Over at Hebrew Rehabilitation Center-NewBridge, the long-term chronic care community next door, a group of patients are seated socially distanced facing a large screen. Our students’ energy is contagious.  Each Friday at 2:35, the patients gather in the same place to enjoy Kabbalat Shabbat with our Lower School community, recognizing some of the students from when they visited in Pre-Covid times for Mitzvah Makers, a multigenerational program after-school for Rashi students to deepen their relationships with NewBridge residents.

Making Memories, Building Confidence 

It’s the elective block in the Middle School and the entire Grade 6 is online with Marianna Mapes, Program Manager for Volunteer, Youth, and Community Engagement at Hebrew SeniorLife. This is the first training session for the Making Memories program, where our students will  spend time with seniors at NewBridge who have Alzheimer’s disease. This year, their interaction will be virtual, a live talent show for the residents. Their participation will continue next Spring in person, visiting with seniors in four different memory care areas across the NewBridge campus. Marianna creates a virtual space for students to feel comfortable asking any questions about Alzheimer’s and the seniors they will be spending time with.

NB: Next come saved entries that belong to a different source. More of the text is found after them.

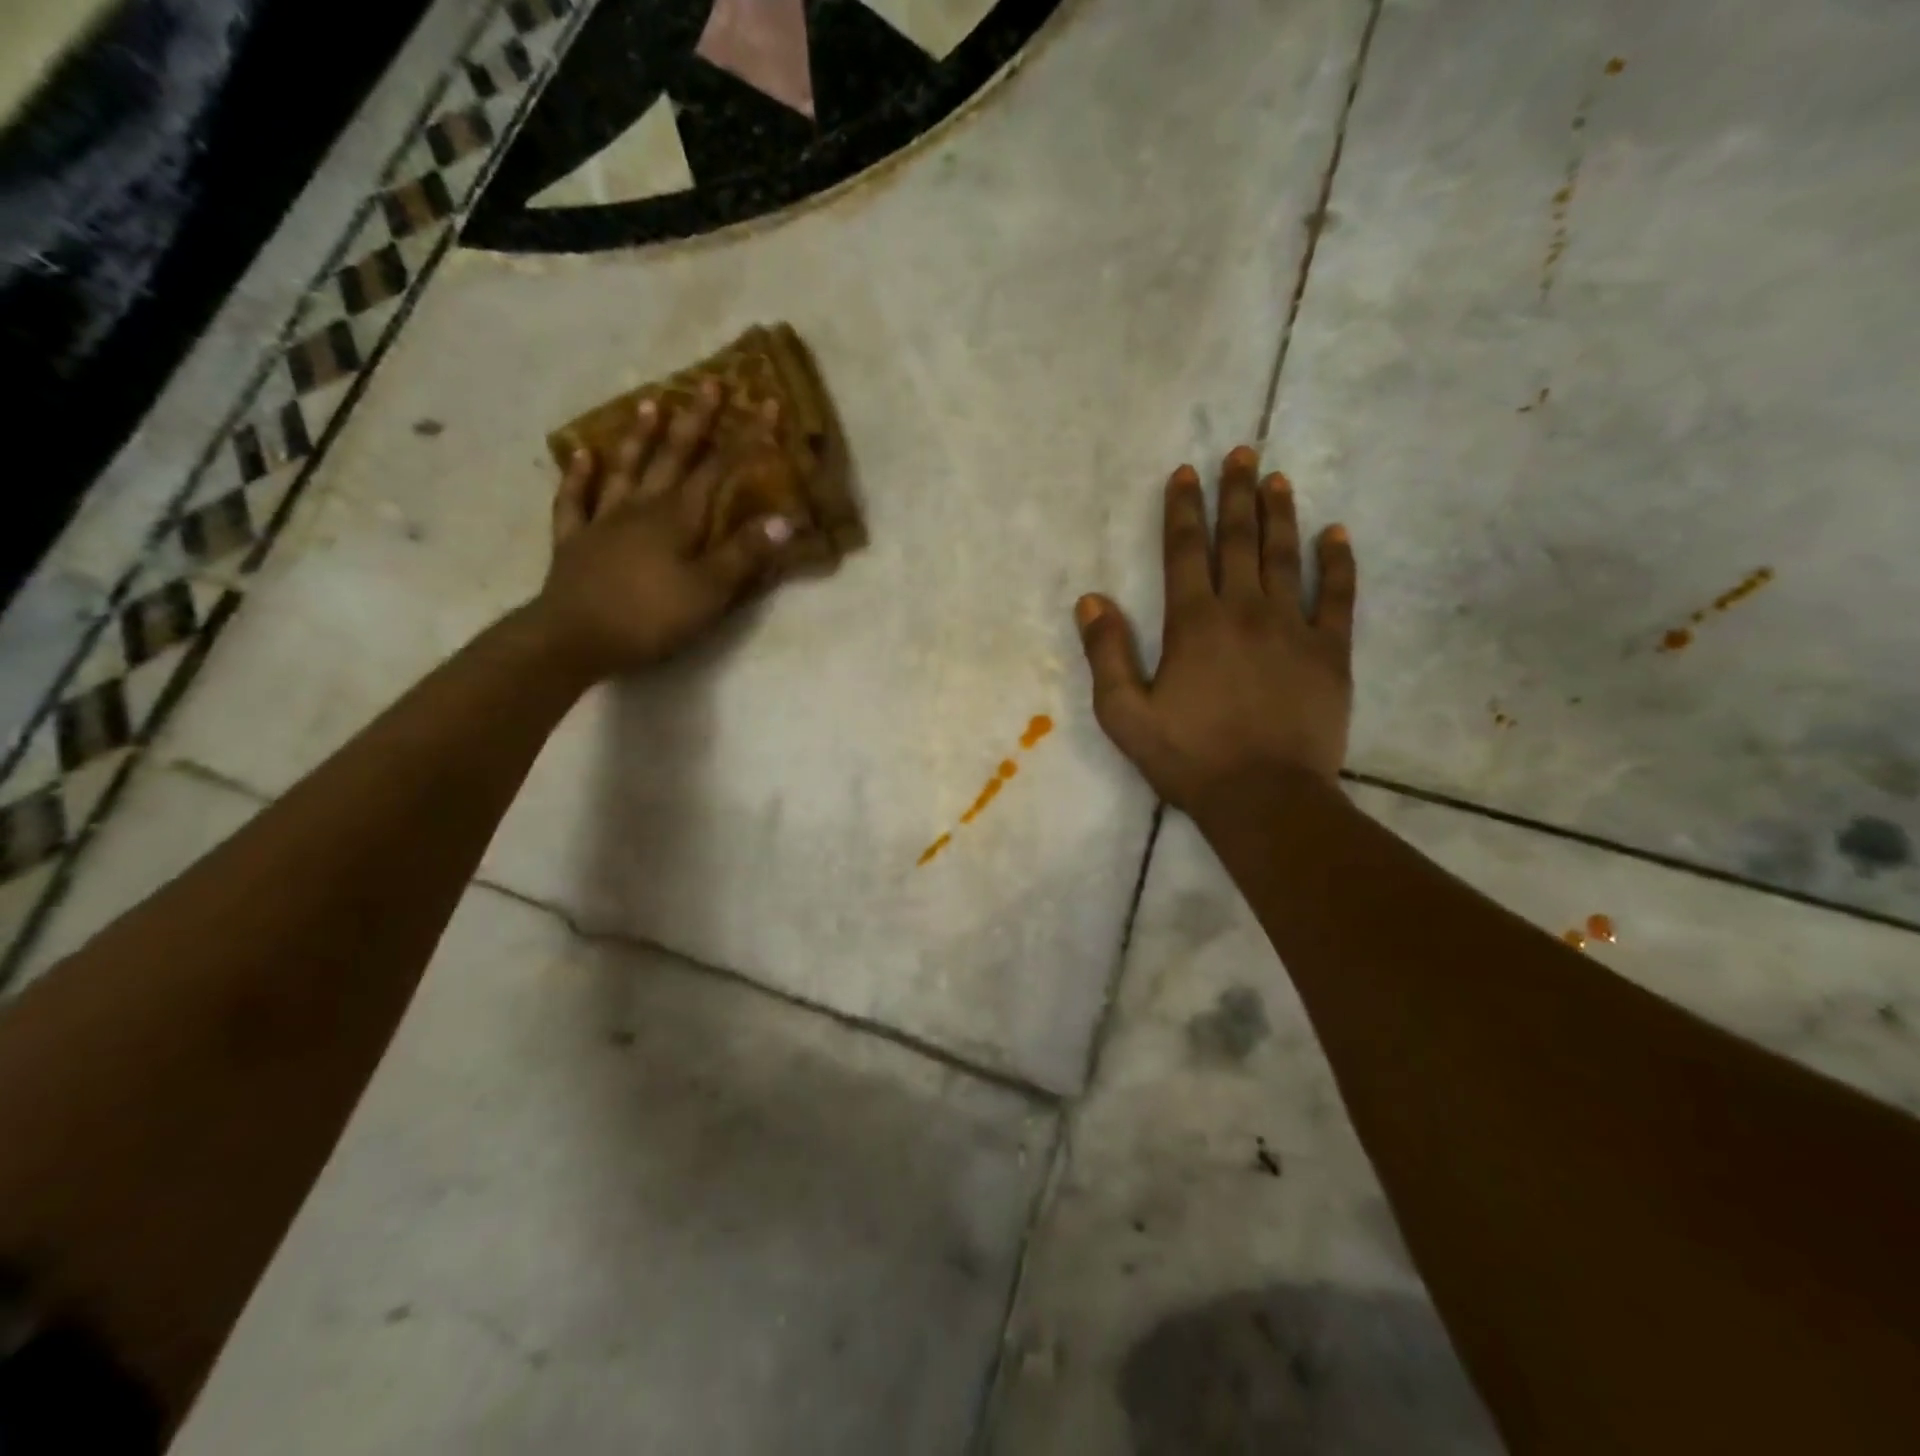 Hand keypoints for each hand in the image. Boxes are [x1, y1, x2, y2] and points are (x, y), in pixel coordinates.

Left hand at [532, 380, 797, 678]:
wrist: (574, 637)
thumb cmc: (650, 617)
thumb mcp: (709, 591)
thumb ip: (745, 554)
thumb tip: (786, 519)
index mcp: (678, 518)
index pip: (719, 469)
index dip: (745, 437)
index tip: (765, 402)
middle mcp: (642, 507)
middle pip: (673, 456)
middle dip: (696, 420)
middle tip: (708, 381)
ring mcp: (603, 521)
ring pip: (626, 469)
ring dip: (639, 437)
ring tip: (650, 404)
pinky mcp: (575, 542)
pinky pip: (575, 500)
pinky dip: (578, 475)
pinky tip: (582, 454)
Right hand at [1074, 445, 1356, 809]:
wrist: (1264, 797)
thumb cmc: (1188, 758)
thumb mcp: (1124, 715)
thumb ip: (1106, 654)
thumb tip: (1092, 600)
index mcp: (1193, 624)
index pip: (1185, 552)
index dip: (1183, 509)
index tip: (1185, 474)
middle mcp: (1244, 611)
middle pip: (1237, 541)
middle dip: (1235, 493)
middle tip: (1240, 453)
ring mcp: (1292, 628)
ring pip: (1284, 557)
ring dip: (1279, 515)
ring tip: (1277, 478)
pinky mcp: (1330, 652)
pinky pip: (1337, 597)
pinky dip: (1336, 563)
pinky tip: (1335, 534)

She normalizes whatever our students might be feeling: 

This is a complicated, amazing, interesting, weird, difficult topic and there are things you are going to wonder about and I want to honor that…You are going to come out of this with an amazing skill set that you are going to use your entire life. Your ability to be empathetic and comfortable–knowing how to sometimes be uncomfortable–and patient and caring with people with dementia  puts you ahead of the pack. There are many adults who struggle to understand this disease so you are developing something really important.

She reminds them that they have been preparing for this experience for as long as they have been coming to NewBridge to interact with seniors–for their entire Rashi careers. They have spent time with residents and patients across the full spectrum of aging. They have studied the science of what happens in the brain of a person with dementia and the many ways a person with Alzheimer’s may behave and relate to others. They are ready. 


Through our partnership with NewBridge, our students come to see their neighbors as people who simultaneously have immense capabilities and vast needs. They learn that they,  as a five year old, a seven year old, or a twelve year old,  can offer meaningful support.  At the same time, they view the seniors as genuine contributors to the community we are creating together.